### Description of the task
Restate each entry word for word, leaving nothing out.

Collected data:
--------------------------------
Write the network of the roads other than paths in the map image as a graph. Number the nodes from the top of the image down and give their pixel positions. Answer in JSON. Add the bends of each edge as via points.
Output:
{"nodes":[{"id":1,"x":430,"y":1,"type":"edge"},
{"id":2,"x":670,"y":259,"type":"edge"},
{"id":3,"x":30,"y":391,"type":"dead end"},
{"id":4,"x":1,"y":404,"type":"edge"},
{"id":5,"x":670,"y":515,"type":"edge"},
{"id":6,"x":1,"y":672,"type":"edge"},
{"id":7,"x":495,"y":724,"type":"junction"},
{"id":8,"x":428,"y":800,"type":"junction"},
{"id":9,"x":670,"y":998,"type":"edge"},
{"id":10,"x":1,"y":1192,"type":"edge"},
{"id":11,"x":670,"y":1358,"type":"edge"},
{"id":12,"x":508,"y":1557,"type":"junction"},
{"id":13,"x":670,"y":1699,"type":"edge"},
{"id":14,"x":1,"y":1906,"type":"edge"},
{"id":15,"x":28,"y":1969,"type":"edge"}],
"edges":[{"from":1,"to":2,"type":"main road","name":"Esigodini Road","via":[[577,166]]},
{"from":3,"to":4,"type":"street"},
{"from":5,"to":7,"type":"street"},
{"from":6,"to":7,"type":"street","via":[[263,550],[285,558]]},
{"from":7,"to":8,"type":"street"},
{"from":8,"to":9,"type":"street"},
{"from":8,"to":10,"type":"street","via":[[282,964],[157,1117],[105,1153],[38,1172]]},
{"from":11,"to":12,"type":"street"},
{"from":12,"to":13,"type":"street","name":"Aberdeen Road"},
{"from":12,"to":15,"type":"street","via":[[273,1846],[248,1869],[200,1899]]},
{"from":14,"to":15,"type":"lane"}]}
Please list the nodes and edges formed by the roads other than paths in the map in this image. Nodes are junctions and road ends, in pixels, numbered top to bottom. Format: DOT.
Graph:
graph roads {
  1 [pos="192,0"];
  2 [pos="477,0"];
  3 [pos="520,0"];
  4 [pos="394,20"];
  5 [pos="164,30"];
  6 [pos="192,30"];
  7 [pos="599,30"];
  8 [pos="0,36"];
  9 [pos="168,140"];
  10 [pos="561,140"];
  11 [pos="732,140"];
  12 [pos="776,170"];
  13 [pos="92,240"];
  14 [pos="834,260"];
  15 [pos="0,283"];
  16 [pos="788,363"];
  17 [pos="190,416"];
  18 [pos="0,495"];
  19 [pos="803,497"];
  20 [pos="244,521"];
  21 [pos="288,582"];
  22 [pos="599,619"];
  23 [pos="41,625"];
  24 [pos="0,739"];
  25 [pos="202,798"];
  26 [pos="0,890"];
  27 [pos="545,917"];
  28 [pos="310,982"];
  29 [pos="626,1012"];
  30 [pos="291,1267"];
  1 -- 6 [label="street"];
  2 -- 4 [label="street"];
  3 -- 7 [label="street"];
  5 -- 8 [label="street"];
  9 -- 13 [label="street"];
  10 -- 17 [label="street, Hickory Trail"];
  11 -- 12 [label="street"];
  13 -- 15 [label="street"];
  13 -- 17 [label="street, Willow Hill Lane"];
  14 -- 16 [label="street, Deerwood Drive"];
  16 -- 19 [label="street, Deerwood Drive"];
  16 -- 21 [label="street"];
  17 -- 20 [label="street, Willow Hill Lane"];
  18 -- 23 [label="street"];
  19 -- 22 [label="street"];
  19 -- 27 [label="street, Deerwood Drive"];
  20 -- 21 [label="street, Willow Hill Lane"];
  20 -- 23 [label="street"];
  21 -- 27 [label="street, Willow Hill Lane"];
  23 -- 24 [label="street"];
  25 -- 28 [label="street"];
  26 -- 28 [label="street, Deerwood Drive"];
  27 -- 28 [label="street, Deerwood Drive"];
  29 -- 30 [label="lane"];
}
--------------------------------
### The completed task
Write the network of the roads other than paths in the map image as a graph. Number the nodes from the top of the image down and give their pixel positions. Answer in JSON. Add the bends of each edge as via points.
Output:
{"nodes":[{"id":1,"x":430,"y":1,"type":"edge"},
{"id":2,"x":670,"y":259,"type":"edge"},
{"id":3,"x":30,"y":391,"type":"dead end"},
{"id":4,"x":1,"y":404,"type":"edge"},
{"id":5,"x":670,"y":515,"type":"edge"},
{"id":6,"x":1,"y":672,"type":"edge"},
{"id":7,"x":495,"y":724,"type":"junction"},
{"id":8,"x":428,"y":800,"type":"junction"},
{"id":9,"x":670,"y":998,"type":"edge"},
{"id":10,"x":1,"y":1192,"type":"edge"},
{"id":11,"x":670,"y":1358,"type":"edge"},
{"id":12,"x":508,"y":1557,"type":"junction"},
{"id":13,"x":670,"y":1699,"type":"edge"},
{"id":14,"x":1,"y":1906,"type":"edge"},
{"id":15,"x":28,"y":1969,"type":"edge"}],
"edges":[{"from":1,"to":2,"type":"main road","name":"Esigodini Road","via":[[577,166]]},
{"from":3,"to":4,"type":"street"},
{"from":5,"to":7,"type":"street"},
{"from":6,"to":7,"type":"street","via":[[263,550],[285,558]]},
{"from":7,"to":8,"type":"street"},
{"from":8,"to":9,"type":"street"},
{"from":8,"to":10,"type":"street","via":[[282,964],[157,1117],[105,1153],[38,1172]]},
{"from":11,"to":12,"type":"street"},
{"from":12,"to":13,"type":"street","name":"Aberdeen Road"},
{"from":12,"to":15,"type":"street","via":[[273,1846],[248,1869],[200,1899]]},
{"from":14,"to":15,"type":"lane"}]}
Please list the nodes and edges formed by the roads other than paths in the map in this image. Nodes are junctions and road ends, in pixels, numbered top to bottom. Format: DOT.
Graph:
graph roads {
  1 [pos="192,0"];
  2 [pos="477,0"];
  3 [pos="520,0"];
  4 [pos="394,20"];
  5 [pos="164,30"];
  6 [pos="192,30"];
  7 [pos="599,30"];
  8 [pos="0,36"];
  9 [pos="168,140"];
  10 [pos="561,140"];
  11 [pos="732,140"];
  12 [pos="776,170"];
  13 [pos="92,240"];
  14 [pos="834,260"];
  15 [pos="0,283"];
  16 [pos="788,363"];
  17 [pos="190,416"];
  18 [pos="0,495"];
  19 [pos="803,497"];
  20 [pos="244,521"];
  21 [pos="288,582"];
  22 [pos="599,619"];
  23 [pos="41,625"];
  24 [pos="0,739"];
  25 [pos="202,798"];
  26 [pos="0,890"];
  27 [pos="545,917"];
  28 [pos="310,982"];
  29 [pos="626,1012"];
  30 [pos="291,1267"];
  1 -- 6 [label="street"];
  2 -- 4 [label="street"];
  3 -- 7 [label="street"];
  5 -- 8 [label="street"];
  9 -- 13 [label="street"];
  10 -- 17 [label="street, Hickory Trail"];
  11 -- 12 [label="street"];
  13 -- 15 [label="street"];
  13 -- 17 [label="street, Willow Hill Lane"];
  14 -- 16 [label="street, Deerwood Drive"];
  16 -- 19 [label="street, Deerwood Drive"];
  16 -- 21 [label="street"];
  17 -- 20 [label="street, Willow Hill Lane"];
  18 -- 23 [label="street"];
  19 -- 22 [label="street"];
  19 -- 27 [label="street, Deerwood Drive"];
  20 -- 21 [label="street, Willow Hill Lane"];
  20 -- 23 [label="street"];
  21 -- 27 [label="street, Willow Hill Lane"];
  23 -- 24 [label="street"];
  25 -- 28 [label="street"];
  26 -- 28 [label="street, Deerwood Drive"];
  27 -- 28 [label="street, Deerwood Drive"];
  29 -- 30 [label="lane"];
}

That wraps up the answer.